§ Problem
Every record below is to be repeated exactly, with the pictures left out.

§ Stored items
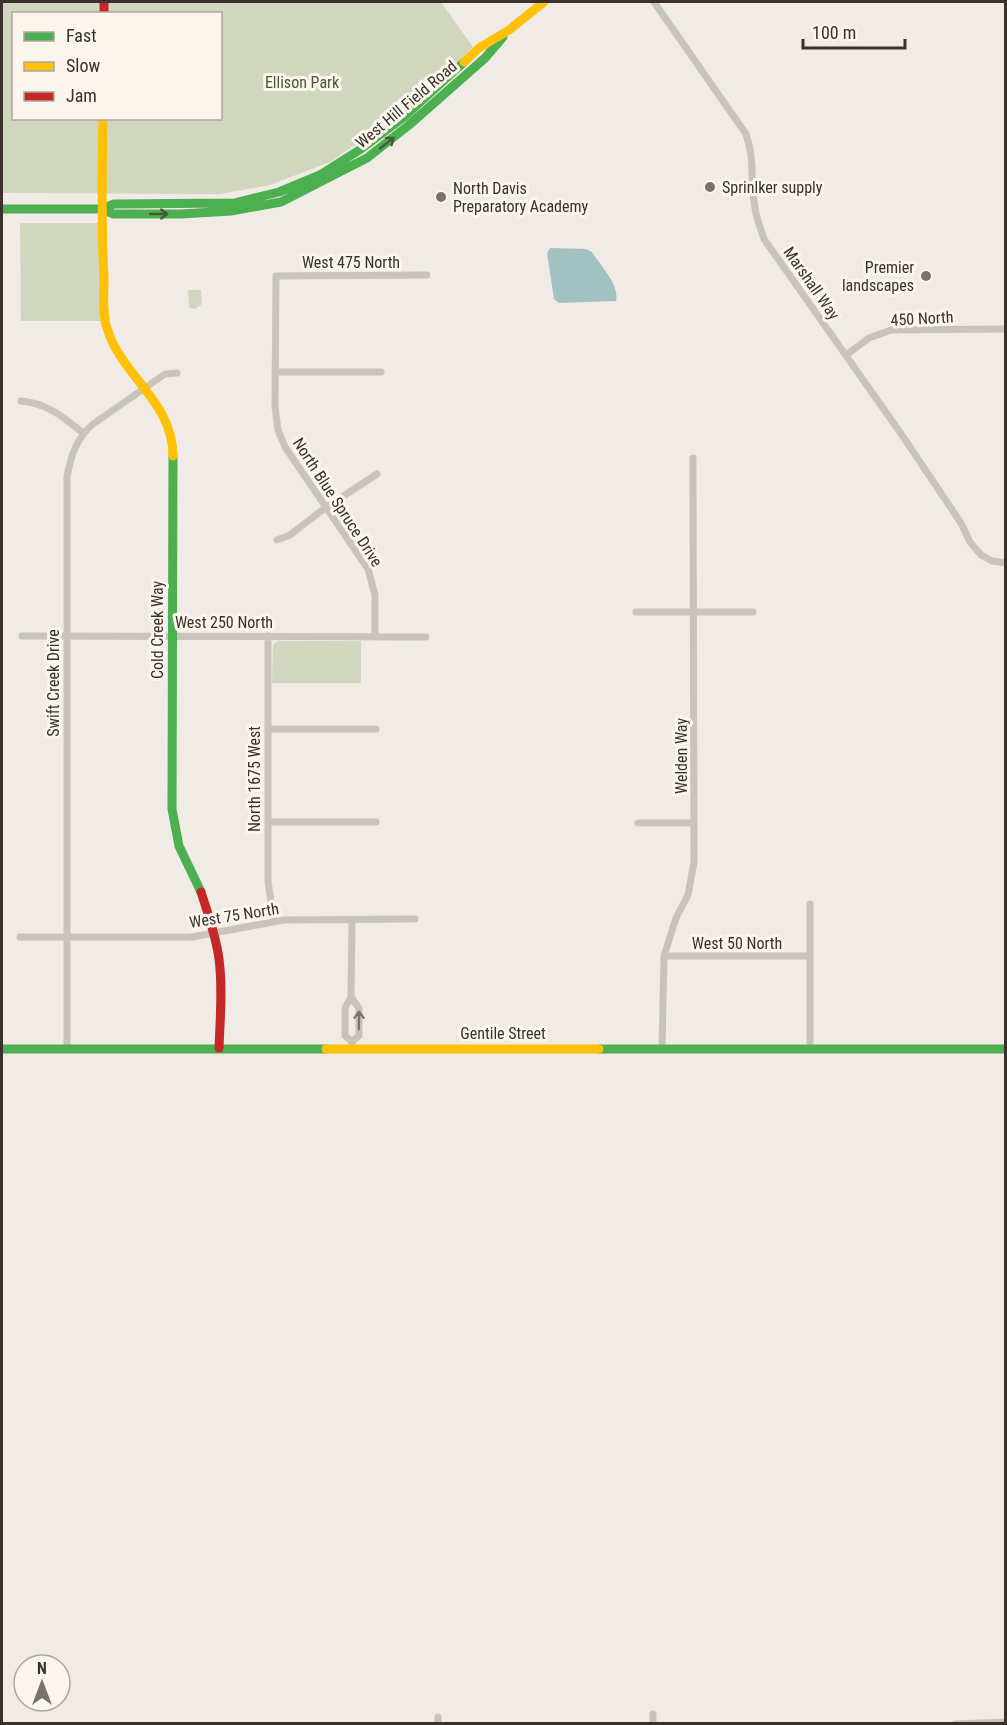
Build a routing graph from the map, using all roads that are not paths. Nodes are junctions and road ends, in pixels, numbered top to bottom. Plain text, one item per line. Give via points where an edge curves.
1 (544, 2) edge
2 (654, 2) edge
3 (102, 120) edge
4 (2, 209) edge
5 (102, 209) junction
6 (427, 275) dead end
7 (276, 276) joint
8 (1005, 329) edge
9 (846, 355) junction
10 (275, 372) junction
11 (381, 372) dead end
12 (177, 373) dead end
13 (145, 388) junction
14 (21, 401) dead end
15 (82, 434) junction
16 (693, 458) dead end
17 (377, 474) dead end
18 (326, 508) junction
19 (277, 540) dead end
20 (1005, 563) edge
21 (636, 612) dead end
22 (694, 612) junction
23 (753, 612) dead end
24 (22, 636) dead end
25 (67, 636) junction
26 (171, 636) junction
27 (268, 636) junction
28 (375, 636) junction
29 (426, 637) dead end
30 (268, 729) junction
31 (376, 729) dead end
32 (268, 822) junction
33 (376, 822) dead end
34 (638, 823) dead end
35 (694, 823) junction
36 (810, 904) dead end
37 (415, 919) dead end
38 (352, 920) junction
39 (274, 922) junction
40 (214, 934) junction
41 (20, 937) dead end
42 (68, 937) junction
43 (664, 956) junction
44 (810, 956) junction
45 (351, 997) junction
46 (352, 1045) junction
47 (219, 1048) junction
48 (662, 1048) junction
49 (810, 1048) junction
50 (1005, 1048) edge
51 (2, 1049) edge
52 (67, 1049) junction
53 (653, 1714) dead end
54 (1005, 1722) edge
55 (653, 1724) edge
56 (955, 1724) edge

1 - 5 main road, West Hill Field Road via 509,30 485,58 410,125 367,158 281,202 181,214 113,214
2 - 9 street, Marshall Way via 746,134 752,150 753,199 764,239
3 - 5 main road, Cold Creek Way
4 - 5 main road, West Hill Field Road
5 - 13 main road, Cold Creek Way via 106,327 117,352
6 - 7 street, West 475 North
7 - 10 street, North Blue Spruce Drive
8 - 9 street, 450 North via 891,330 869,338
9 - 20 street, Marshall Way via 970,542 981,555
10 - 11 street
10 - 18 street, North Blue Spruce Drive via 278,430
12 - 13 street, Swift Creek Drive via 165,374
13 - 15 street, Swift Creek Drive
13 - 26 main road, Cold Creek Way via 166,420 173,450
14 - 15 street via 35,398
15 - 25 street, Swift Creek Drive via 74,447 67,477
16 - 22 street, Welden Way
17 - 18 street
18 - 19 street
18 - 28 street, North Blue Spruce Drive via 368,568 375,595
21 - 22 street
22 - 23 street
22 - 35 street, Welden Way
24 - 25 street, West 250 North
25 - 26 street, West 250 North
25 - 42 street, Swift Creek Drive
26 - 27 street, West 250 North
26 - 40 main road, Cold Creek Way via 173,819 178,846 199,885
27 - 28 street, West 250 North
27 - 30 street, North 1675 West
28 - 29 street, West 250 North
30 - 31 street
30 - 32 street, North 1675 West
32 - 33 street
32 - 39 street, North 1675 West via 268,881
34 - 35 street
35 - 43 street, Welden Way via 694,862 688,895
36 - 44 street
37 - 38 street, West 75 North
38 - 39 street, West 75 North
38 - 45 street
39 - 40 street, West 75 North
40 - 42 street, West 75 North
40 - 47 main road, Cold Creek Way via 219,960
41 - 42 street, West 75 North
42 - 52 street, Swift Creek Drive
43 - 44 street, West 50 North
43 - 48 street, Welden Way
44 - 49 street
45 - 46 street via 345,1008 345,1035
46 -> 45 street via 358,1035 359,1008
46 - 47 main road, Gentile Street
46 - 48 main road, Gentile Street
47 - 52 main road, Gentile Street
48 - 49 main road, Gentile Street
49 - 50 main road, Gentile Street
51 - 52 main road, Gentile Street
53 - 55 street
54 - 56 street

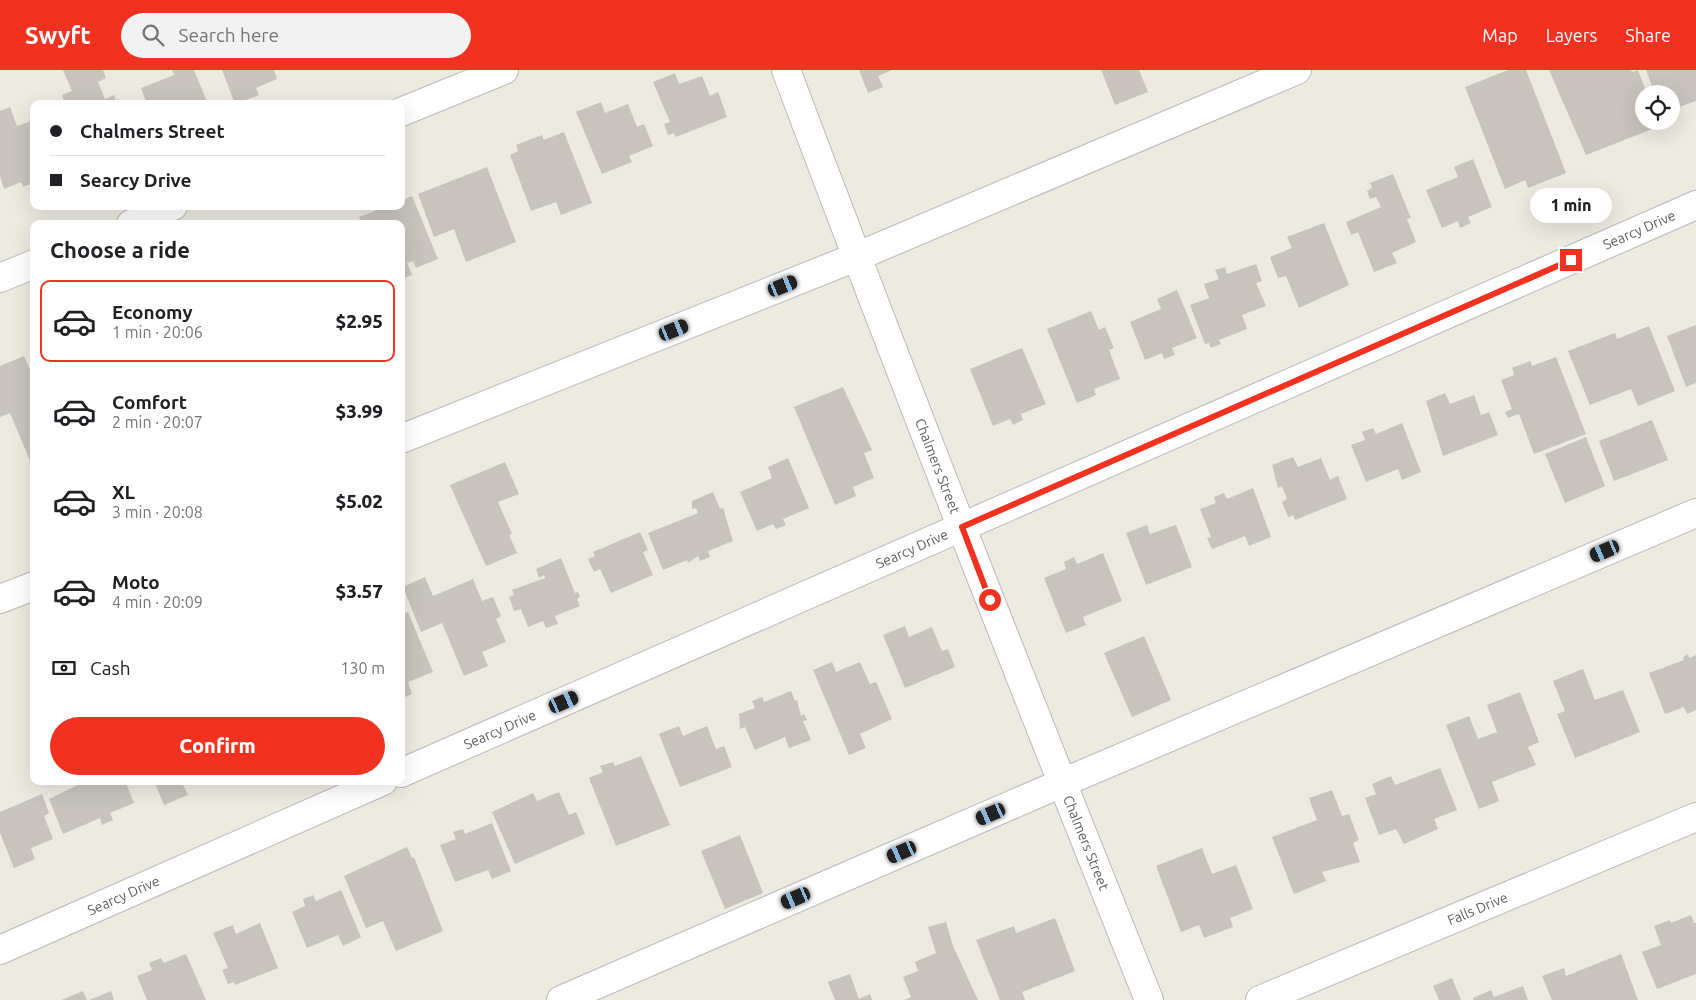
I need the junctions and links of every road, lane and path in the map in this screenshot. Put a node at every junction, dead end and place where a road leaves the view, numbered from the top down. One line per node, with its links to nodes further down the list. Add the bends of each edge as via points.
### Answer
1 (504, 70): 4 (street)
2 (786, 70): 8 (street, Chalmers Street)
3 (1297, 70): 8 (street)
4 (405, 110)
5 (1696, 205): 13 (street, Searcy Drive)
6 (164, 210): 7 (street)
7 (140, 220)
8 (856, 257): 11 (street); 13 (street, Chalmers Street)
9 (30, 266): 10 (street)
10 (0, 278)
11 (405, 437)
12 (1696, 513): 17 (street)
13 (962, 527): 16 (street, Searcy Drive); 17 (street, Chalmers Street)
14 (30, 588): 15 (street)
15 (0, 599)
16 (405, 771)
17 (1062, 783): 21 (street); 22 (street, Chalmers Street)
18 (374, 785): 20 (street, Searcy Drive)
19 (1696, 817): 23 (street, Falls Drive)
20 (0, 950)
21 (561, 1000)
22 (1149, 1000)
23 (1260, 1000)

§ Exercise output
Build a routing graph from the map, using all roads that are not paths. Nodes are junctions and road ends, in pixels, numbered top to bottom. Plain text, one item per line. Give via points where an edge curves.
1 (544, 2) edge
2 (654, 2) edge
3 (102, 120) edge
4 (2, 209) edge
5 (102, 209) junction
6 (427, 275) dead end
7 (276, 276) joint
8 (1005, 329) edge
9 (846, 355) junction
10 (275, 372) junction
11 (381, 372) dead end
12 (177, 373) dead end
13 (145, 388) junction
14 (21, 401) dead end
15 (82, 434) junction
16 (693, 458) dead end
17 (377, 474) dead end
18 (326, 508) junction
19 (277, 540) dead end
20 (1005, 563) edge
21 (636, 612) dead end
22 (694, 612) junction
23 (753, 612) dead end
24 (22, 636) dead end
25 (67, 636) junction
26 (171, 636) junction
27 (268, 636) junction
28 (375, 636) junction
29 (426, 637) dead end
30 (268, 729) junction
31 (376, 729) dead end
32 (268, 822) junction
33 (376, 822) dead end
34 (638, 823) dead end
35 (694, 823) junction
36 (810, 904) dead end
37 (415, 919) dead end
38 (352, 920) junction
39 (274, 922) junction
40 (214, 934) junction
41 (20, 937) dead end
42 (68, 937) junction
43 (664, 956) junction
44 (810, 956) junction
45 (351, 997) junction
46 (352, 1045) junction
47 (219, 1048) junction
48 (662, 1048) junction
49 (810, 1048) junction
50 (1005, 1048) edge
51 (2, 1049) edge
52 (67, 1049) junction
53 (653, 1714) dead end
54 (1005, 1722) edge
55 (653, 1724) edge
56 (955, 1724) edge

1 - 5 main road, West Hill Field Road via 509,30 485,58 410,125 367,158 281,202 181,214 113,214
2 - 9 street, Marshall Way via 746,134 752,150 753,199 764,239
3 - 5 main road, Cold Creek Way
4 - 5 main road, West Hill Field Road
5 - 13 main road, Cold Creek Way via 106,327 117,352
6 - 7 street, West 475 North
7 - 10 street, North Blue Spruce Drive
8 - 9 street, 450 North via 891,330 869,338
9 - 20 street, Marshall Way via 970,542 981,555
10 - 11 street
10 - 18 street, North Blue Spruce Drive via 278,430
12 - 13 street, Swift Creek Drive via 165,374
13 - 15 street, Swift Creek Drive
13 - 26 main road, Cold Creek Way via 166,420 173,450
14 - 15 street via 35,398
15 - 25 street, Swift Creek Drive via 74,447 67,477
16 - 22 street, Welden Way
17 - 18 street
18 - 19 street
18 - 28 street, North Blue Spruce Drive via 368,568 375,595
21 - 22 street
22 - 23 street
22 - 35 street, Welden Way
24 - 25 street, West 250 North
25 - 26 street, West 250 North
25 - 42 street, Swift Creek Drive
26 - 27 street, West 250 North
26 - 40 main road, Cold Creek Way via 173,819 178,846 199,885
27 - 28 street, West 250 North
27 - 30 street, North 1675 West
28 - 29 street, West 250 North
30 - 31 street
30 - 32 street, North 1675 West
32 - 33 street
32 - 39 street, North 1675 West via 268,881
34 - 35 street
35 - 43 street, Welden Way via 694,862 688,895
36 - 44 street
37 - 38 street, West 75 North
38 - 39 street, West 75 North
38 - 45 street
39 - 40 street, West 75 North
40 - 42 street, West 75 North
40 - 47 main road, Cold Creek Way via 219,960
41 - 42 street, West 75 North
42 - 52 street, Swift Creek Drive
43 - 44 street, West 50 North
43 - 48 street, Welden Way
44 - 49 street
45 - 46 street via 345,1008 345,1035
46 -> 45 street via 358,1035 359,1008
46 - 47 main road, Gentile Street
46 - 48 main road, Gentile Street
47 - 52 main road, Gentile Street
48 - 49 main road, Gentile Street
49 - 50 main road, Gentile Street
51 - 52 main road, Gentile Street
53 - 55 street
54 - 56 street

I need the junctions and links of every road, lane and path in the map in this screenshot. Put a node at every junction, dead end and place where a road leaves the view, numbered from the top down. One line per node, with its links to nodes further down the list. Add the bends of each edge as via points.
### Answer
1 (504, 70): 4 (street)
2 (786, 70): 8 (street, Chalmers Street)
3 (1297, 70): 8 (street)
4 (405, 110)
5 (1696, 205): 13 (street, Searcy Drive)
6 (164, 210): 7 (street)
7 (140, 220)
8 (856, 257): 11 (street); 13 (street, Chalmers Street)
9 (30, 266): 10 (street)
10 (0, 278)
11 (405, 437)
12 (1696, 513): 17 (street)
13 (962, 527): 16 (street, Searcy Drive); 17 (street, Chalmers Street)
14 (30, 588): 15 (street)
15 (0, 599)
16 (405, 771)
17 (1062, 783): 21 (street); 22 (street, Chalmers Street)
18 (374, 785): 20 (street, Searcy Drive)
19 (1696, 817): 23 (street, Falls Drive)
20 (0, 950)
21 (561, 1000)
22 (1149, 1000)
23 (1260, 1000)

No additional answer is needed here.